__Exercise prompt__
Using the records below, report how many lines include "Write", and give no more than the number.

__Input data__

────────────────

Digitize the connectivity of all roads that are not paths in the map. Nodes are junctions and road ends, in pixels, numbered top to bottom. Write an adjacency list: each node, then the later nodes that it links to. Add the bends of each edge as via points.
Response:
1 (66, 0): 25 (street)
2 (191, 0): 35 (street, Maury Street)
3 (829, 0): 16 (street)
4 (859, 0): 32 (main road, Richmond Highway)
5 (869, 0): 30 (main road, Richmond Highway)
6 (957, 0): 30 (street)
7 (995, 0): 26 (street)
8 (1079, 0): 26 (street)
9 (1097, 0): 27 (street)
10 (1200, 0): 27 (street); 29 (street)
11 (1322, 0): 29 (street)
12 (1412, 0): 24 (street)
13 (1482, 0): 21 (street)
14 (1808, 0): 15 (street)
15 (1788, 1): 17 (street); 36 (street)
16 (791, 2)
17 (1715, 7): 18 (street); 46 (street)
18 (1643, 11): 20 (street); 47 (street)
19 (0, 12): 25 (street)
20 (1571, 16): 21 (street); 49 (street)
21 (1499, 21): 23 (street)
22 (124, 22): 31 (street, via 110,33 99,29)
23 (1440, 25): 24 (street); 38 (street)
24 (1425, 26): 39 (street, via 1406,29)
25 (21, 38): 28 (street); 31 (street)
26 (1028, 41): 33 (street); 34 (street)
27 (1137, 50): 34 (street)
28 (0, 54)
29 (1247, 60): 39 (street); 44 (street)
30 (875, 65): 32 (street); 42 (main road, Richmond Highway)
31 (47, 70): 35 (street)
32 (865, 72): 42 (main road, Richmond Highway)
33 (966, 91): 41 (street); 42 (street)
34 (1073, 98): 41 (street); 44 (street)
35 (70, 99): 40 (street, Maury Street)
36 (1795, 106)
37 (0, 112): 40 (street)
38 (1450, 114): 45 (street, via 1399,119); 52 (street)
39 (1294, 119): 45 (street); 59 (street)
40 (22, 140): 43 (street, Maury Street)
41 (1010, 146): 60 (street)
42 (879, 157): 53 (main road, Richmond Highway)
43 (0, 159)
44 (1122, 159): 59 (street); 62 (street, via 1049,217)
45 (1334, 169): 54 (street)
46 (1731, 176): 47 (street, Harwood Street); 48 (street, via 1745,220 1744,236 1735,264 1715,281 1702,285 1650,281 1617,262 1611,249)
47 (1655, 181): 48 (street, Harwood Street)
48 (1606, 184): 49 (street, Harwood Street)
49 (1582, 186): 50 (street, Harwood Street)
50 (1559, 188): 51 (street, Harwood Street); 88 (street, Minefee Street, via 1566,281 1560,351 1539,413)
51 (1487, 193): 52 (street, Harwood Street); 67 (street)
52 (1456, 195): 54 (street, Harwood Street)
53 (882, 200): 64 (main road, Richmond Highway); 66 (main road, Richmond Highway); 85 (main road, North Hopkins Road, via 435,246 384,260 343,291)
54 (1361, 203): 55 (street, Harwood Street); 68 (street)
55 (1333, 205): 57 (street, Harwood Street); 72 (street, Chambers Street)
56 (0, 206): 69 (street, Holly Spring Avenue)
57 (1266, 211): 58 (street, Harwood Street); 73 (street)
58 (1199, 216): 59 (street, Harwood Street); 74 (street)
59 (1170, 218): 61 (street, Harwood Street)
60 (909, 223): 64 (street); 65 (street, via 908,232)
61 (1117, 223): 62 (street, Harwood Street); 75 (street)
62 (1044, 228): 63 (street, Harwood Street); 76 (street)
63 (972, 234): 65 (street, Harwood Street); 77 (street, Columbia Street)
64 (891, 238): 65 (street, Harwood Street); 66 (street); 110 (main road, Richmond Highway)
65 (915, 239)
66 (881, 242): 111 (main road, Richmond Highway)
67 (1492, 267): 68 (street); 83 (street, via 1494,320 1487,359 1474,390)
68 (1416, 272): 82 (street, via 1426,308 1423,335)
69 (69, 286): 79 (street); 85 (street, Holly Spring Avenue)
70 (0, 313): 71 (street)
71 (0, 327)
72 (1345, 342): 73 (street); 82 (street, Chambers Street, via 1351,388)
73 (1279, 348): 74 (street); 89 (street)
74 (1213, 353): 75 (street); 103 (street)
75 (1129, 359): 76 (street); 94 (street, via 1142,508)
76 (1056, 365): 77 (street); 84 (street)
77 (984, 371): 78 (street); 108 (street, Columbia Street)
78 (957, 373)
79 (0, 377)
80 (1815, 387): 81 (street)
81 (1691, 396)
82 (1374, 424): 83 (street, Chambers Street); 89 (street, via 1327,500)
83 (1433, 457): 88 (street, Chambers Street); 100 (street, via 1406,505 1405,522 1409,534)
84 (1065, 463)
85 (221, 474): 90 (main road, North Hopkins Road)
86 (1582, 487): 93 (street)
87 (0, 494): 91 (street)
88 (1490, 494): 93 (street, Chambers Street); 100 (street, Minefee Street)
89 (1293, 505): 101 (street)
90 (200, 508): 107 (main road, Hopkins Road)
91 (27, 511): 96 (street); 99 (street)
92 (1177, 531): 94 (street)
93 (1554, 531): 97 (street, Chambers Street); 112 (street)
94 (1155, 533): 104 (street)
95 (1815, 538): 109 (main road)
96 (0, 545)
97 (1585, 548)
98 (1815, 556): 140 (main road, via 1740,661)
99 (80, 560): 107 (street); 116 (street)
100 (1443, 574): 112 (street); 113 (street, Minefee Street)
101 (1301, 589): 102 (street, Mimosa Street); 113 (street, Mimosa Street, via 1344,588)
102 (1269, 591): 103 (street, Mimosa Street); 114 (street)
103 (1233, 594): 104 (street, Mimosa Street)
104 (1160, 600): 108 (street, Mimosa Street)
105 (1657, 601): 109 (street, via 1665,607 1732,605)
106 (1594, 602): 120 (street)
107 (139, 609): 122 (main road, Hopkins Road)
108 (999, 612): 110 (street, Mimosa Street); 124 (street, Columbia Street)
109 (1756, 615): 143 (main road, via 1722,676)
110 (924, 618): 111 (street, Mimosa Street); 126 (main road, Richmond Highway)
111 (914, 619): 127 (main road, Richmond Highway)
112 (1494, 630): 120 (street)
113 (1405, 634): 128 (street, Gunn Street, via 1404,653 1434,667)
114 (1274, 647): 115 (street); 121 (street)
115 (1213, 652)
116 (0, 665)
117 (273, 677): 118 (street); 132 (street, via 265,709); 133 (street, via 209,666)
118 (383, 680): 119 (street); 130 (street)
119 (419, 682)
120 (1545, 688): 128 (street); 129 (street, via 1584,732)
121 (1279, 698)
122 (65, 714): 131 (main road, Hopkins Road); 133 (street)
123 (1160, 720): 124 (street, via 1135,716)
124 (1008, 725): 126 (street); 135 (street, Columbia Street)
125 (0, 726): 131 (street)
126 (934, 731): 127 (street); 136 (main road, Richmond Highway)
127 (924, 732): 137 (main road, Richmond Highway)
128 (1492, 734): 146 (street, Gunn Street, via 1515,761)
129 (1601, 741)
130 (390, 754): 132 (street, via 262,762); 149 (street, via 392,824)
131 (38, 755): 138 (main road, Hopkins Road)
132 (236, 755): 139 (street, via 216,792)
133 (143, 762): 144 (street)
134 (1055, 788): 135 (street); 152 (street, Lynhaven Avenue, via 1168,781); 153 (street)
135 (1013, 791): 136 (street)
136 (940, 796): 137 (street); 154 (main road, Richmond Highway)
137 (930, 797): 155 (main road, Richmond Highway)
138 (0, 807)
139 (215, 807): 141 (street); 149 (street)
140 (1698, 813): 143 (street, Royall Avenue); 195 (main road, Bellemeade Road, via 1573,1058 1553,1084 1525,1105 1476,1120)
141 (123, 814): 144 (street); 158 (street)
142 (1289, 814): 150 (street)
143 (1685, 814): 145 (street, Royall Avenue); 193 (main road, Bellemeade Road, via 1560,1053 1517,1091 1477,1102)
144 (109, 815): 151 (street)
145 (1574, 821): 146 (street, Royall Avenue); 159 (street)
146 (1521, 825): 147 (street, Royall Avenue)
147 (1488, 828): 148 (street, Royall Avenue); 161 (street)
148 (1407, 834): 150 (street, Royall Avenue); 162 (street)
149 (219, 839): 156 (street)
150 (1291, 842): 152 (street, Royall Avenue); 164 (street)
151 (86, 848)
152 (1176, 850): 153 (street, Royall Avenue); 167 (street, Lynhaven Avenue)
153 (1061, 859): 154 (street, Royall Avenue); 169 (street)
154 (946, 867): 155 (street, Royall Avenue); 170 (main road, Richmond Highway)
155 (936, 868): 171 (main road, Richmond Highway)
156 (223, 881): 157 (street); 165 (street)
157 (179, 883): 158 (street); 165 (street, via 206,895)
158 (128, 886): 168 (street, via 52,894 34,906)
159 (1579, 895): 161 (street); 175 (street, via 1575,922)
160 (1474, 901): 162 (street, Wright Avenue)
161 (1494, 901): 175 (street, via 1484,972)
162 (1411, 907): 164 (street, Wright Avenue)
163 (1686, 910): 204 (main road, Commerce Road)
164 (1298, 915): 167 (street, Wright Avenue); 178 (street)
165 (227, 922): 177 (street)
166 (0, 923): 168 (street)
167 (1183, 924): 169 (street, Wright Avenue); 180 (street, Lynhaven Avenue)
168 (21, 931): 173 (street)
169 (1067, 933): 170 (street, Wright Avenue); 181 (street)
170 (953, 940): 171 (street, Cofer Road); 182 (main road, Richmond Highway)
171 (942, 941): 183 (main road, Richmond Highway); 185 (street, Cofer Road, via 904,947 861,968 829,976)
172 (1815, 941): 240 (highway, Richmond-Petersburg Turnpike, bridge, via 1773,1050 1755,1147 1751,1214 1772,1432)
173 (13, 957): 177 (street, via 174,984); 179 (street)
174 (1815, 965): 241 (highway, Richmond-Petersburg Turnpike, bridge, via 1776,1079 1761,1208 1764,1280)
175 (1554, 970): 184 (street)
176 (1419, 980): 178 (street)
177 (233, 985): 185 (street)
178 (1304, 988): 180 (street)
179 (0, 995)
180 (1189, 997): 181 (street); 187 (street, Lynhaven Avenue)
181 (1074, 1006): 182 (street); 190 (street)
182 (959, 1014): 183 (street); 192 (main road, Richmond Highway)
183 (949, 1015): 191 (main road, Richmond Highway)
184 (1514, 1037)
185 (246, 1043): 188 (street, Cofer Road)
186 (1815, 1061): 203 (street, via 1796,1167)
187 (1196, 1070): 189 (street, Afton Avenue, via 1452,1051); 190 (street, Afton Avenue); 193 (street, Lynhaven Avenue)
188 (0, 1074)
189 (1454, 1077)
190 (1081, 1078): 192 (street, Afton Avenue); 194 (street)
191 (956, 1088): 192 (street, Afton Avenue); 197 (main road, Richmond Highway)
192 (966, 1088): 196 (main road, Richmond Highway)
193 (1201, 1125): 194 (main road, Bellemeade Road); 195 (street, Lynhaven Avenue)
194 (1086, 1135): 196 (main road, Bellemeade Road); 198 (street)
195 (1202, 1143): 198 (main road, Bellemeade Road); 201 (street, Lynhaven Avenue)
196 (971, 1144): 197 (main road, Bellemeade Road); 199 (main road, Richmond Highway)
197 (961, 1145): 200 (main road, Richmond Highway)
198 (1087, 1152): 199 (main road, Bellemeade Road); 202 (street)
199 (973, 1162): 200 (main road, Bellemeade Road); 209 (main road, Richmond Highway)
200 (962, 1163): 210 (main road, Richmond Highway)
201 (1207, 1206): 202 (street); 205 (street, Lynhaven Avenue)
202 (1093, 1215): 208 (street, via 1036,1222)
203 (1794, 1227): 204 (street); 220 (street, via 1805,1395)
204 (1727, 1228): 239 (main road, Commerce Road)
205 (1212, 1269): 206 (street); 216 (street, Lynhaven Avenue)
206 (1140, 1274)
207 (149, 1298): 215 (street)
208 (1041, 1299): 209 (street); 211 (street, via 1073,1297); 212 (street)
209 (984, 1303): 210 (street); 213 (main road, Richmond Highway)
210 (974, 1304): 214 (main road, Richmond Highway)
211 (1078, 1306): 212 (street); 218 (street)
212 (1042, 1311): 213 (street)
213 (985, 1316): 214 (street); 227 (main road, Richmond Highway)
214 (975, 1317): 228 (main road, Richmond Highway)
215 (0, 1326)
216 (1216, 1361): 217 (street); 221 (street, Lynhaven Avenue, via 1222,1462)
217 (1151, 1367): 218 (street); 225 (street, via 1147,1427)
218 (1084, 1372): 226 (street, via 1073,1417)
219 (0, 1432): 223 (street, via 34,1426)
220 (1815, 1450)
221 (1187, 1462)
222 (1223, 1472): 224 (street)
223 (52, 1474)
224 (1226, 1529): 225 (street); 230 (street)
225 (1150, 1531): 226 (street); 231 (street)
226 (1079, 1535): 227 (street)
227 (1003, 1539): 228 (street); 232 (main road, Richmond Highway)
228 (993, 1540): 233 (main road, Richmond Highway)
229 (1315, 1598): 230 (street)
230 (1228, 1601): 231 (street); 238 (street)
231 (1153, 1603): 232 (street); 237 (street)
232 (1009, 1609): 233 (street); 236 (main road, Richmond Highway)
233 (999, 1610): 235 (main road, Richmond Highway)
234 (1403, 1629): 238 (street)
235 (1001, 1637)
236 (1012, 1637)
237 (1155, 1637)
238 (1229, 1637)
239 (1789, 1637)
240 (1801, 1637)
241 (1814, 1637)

────────────────

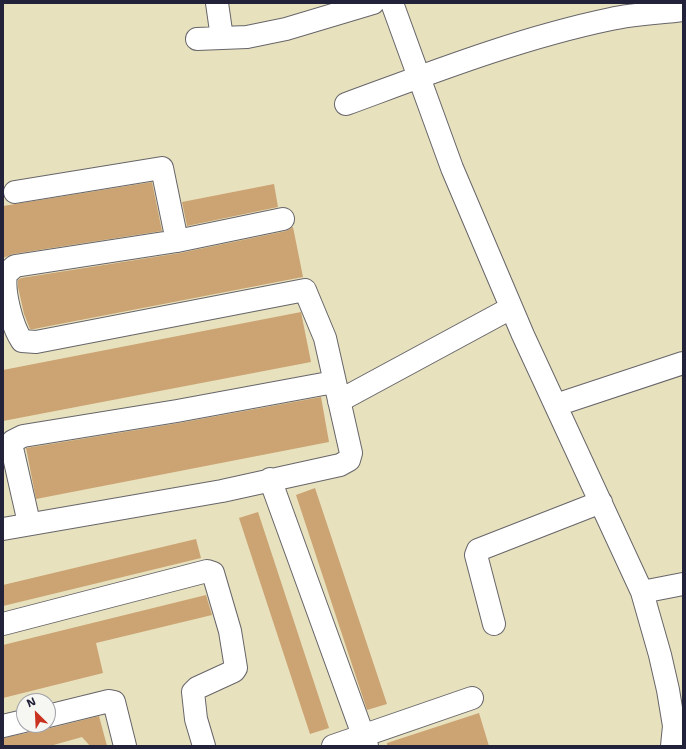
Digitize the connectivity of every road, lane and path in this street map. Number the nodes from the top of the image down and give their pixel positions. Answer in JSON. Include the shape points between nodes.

────────────────

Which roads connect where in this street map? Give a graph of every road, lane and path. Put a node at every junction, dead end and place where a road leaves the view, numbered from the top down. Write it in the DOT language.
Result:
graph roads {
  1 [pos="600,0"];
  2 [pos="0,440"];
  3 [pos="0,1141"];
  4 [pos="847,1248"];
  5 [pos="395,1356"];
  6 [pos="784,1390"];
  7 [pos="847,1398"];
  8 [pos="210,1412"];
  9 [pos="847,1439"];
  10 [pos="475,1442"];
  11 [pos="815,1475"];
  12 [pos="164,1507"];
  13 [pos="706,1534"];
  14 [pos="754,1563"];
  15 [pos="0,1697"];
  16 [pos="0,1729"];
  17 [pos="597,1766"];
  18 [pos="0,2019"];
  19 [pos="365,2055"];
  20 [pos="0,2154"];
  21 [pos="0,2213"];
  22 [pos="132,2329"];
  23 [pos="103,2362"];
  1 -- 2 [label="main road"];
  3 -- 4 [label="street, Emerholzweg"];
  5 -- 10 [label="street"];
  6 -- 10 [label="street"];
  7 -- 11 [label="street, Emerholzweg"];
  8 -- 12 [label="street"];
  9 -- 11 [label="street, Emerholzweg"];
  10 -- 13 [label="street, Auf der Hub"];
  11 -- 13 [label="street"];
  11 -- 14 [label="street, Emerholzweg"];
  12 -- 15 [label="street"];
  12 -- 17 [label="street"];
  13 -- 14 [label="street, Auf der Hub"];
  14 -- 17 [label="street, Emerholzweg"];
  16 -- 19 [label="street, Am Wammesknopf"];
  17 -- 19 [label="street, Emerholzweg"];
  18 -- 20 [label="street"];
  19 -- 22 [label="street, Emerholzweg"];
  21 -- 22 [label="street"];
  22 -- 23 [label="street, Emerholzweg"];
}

────────────────

__Response to this task__
2